Filter the entries down to the lines holding "edges", then copy those lines.

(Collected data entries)
============================================================
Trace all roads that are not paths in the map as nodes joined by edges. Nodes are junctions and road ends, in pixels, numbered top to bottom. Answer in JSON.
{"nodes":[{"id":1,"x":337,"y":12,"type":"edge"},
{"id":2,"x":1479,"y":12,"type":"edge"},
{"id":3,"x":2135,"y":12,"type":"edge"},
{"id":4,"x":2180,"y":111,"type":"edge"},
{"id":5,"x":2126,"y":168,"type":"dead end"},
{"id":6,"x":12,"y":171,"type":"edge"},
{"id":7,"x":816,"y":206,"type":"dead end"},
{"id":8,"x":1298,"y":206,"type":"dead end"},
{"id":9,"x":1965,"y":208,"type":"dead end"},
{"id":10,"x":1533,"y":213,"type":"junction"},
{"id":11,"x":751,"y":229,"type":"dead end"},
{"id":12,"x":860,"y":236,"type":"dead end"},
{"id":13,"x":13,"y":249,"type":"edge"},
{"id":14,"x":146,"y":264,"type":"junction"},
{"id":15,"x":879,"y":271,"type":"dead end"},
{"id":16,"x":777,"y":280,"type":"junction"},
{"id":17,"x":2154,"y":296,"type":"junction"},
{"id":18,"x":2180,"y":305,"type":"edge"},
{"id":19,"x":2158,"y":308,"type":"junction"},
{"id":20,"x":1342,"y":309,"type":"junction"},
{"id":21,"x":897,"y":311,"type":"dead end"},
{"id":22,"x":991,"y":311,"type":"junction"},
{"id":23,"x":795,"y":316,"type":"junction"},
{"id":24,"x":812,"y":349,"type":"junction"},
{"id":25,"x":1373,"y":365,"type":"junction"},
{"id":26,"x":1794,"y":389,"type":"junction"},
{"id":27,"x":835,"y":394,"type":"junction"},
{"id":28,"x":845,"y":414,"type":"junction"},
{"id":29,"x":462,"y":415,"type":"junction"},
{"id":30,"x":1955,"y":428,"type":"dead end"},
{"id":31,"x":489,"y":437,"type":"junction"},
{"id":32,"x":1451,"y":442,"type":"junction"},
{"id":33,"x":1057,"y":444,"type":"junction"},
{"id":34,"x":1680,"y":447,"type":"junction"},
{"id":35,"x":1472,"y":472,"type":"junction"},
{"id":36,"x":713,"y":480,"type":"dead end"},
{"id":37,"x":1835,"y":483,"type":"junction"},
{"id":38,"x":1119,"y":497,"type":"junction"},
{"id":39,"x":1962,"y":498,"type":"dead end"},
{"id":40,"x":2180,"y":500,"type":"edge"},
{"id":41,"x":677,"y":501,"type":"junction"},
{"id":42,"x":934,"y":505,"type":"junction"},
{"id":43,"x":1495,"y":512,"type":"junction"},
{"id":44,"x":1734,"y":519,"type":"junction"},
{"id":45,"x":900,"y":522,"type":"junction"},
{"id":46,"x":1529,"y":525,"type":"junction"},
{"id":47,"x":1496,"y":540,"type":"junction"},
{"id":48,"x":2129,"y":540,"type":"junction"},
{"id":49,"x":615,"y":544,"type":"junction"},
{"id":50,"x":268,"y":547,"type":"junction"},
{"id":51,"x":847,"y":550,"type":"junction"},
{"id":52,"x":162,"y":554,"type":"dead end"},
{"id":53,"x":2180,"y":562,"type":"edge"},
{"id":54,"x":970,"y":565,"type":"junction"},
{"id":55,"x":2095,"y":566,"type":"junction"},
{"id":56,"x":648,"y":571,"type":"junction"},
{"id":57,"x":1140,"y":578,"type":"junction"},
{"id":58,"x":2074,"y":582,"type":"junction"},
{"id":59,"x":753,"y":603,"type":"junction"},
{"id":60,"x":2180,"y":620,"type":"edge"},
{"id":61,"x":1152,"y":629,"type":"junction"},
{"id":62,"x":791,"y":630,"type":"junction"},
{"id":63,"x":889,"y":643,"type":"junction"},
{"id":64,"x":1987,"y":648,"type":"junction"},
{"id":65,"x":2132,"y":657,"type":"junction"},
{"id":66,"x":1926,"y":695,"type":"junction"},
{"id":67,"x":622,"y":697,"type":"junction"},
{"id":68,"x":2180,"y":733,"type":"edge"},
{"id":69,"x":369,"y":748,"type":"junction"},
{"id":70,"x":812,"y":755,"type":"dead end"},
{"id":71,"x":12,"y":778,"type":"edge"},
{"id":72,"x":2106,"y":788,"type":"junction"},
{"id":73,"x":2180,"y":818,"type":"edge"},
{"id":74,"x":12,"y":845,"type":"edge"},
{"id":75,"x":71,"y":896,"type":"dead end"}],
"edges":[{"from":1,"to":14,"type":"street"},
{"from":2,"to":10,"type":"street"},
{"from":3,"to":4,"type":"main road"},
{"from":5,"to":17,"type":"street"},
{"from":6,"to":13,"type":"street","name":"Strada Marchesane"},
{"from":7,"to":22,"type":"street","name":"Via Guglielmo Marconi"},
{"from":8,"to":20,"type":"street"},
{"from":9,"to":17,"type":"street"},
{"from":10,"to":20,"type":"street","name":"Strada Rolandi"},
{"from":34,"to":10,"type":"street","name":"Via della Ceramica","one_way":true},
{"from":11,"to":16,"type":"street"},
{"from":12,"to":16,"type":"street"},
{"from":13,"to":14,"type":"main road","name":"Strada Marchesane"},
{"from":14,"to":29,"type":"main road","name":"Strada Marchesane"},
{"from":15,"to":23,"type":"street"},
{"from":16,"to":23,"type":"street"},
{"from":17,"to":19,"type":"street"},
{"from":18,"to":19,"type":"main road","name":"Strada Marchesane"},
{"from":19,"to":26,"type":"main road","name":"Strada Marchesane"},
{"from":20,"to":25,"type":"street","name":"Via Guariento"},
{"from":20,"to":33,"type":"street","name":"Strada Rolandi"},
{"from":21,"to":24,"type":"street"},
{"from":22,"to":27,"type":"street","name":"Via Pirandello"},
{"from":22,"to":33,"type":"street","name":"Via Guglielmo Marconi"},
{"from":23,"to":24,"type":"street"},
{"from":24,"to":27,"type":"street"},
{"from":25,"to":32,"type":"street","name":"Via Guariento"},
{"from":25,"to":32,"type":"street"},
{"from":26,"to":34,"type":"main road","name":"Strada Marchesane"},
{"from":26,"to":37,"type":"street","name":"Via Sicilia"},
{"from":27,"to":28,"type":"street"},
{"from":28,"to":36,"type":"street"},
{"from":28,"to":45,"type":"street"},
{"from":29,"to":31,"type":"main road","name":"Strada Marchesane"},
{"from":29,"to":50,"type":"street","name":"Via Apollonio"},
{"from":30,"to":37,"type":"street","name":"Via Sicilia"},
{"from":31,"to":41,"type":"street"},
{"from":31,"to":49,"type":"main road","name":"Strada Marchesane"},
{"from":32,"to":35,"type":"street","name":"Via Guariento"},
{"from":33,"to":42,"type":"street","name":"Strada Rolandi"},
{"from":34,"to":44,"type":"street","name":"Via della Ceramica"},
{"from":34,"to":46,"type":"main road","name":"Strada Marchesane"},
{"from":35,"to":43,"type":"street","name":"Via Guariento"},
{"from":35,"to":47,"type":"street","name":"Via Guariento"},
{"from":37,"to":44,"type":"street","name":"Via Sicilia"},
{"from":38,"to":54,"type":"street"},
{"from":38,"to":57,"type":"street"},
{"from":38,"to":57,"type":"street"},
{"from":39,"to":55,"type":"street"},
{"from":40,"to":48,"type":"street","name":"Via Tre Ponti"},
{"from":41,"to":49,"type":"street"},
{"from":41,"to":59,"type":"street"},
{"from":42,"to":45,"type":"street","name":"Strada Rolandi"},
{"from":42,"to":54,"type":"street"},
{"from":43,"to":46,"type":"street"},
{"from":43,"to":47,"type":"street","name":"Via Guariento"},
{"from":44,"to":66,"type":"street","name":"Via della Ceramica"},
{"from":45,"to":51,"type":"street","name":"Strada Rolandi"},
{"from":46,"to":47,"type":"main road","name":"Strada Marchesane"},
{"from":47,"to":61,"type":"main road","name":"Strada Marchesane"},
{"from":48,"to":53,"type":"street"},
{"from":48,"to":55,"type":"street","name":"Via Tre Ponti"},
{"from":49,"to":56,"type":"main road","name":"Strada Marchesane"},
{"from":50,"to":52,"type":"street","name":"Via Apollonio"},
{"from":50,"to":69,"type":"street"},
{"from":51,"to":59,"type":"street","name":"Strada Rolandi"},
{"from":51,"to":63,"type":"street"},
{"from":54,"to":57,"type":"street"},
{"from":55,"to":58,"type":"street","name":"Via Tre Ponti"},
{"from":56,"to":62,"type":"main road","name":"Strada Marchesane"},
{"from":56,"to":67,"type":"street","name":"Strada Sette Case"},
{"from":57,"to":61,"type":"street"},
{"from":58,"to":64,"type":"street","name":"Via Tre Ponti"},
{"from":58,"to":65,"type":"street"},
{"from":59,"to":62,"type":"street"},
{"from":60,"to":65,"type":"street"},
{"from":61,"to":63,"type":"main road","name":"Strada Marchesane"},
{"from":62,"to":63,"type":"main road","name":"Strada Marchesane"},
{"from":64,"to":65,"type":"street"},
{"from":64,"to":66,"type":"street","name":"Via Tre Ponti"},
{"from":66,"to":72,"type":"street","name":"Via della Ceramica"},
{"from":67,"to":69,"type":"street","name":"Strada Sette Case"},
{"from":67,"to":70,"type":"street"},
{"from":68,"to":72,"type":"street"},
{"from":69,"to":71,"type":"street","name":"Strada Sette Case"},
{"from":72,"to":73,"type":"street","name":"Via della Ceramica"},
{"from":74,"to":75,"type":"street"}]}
============================================================
→ **ANSWER BOX**:
Trace all roads that are not paths in the map as nodes joined by edges. Nodes are junctions and road ends, in pixels, numbered top to bottom. Answer in JSON.
"edges":[{"from":1,"to":14,"type":"street"},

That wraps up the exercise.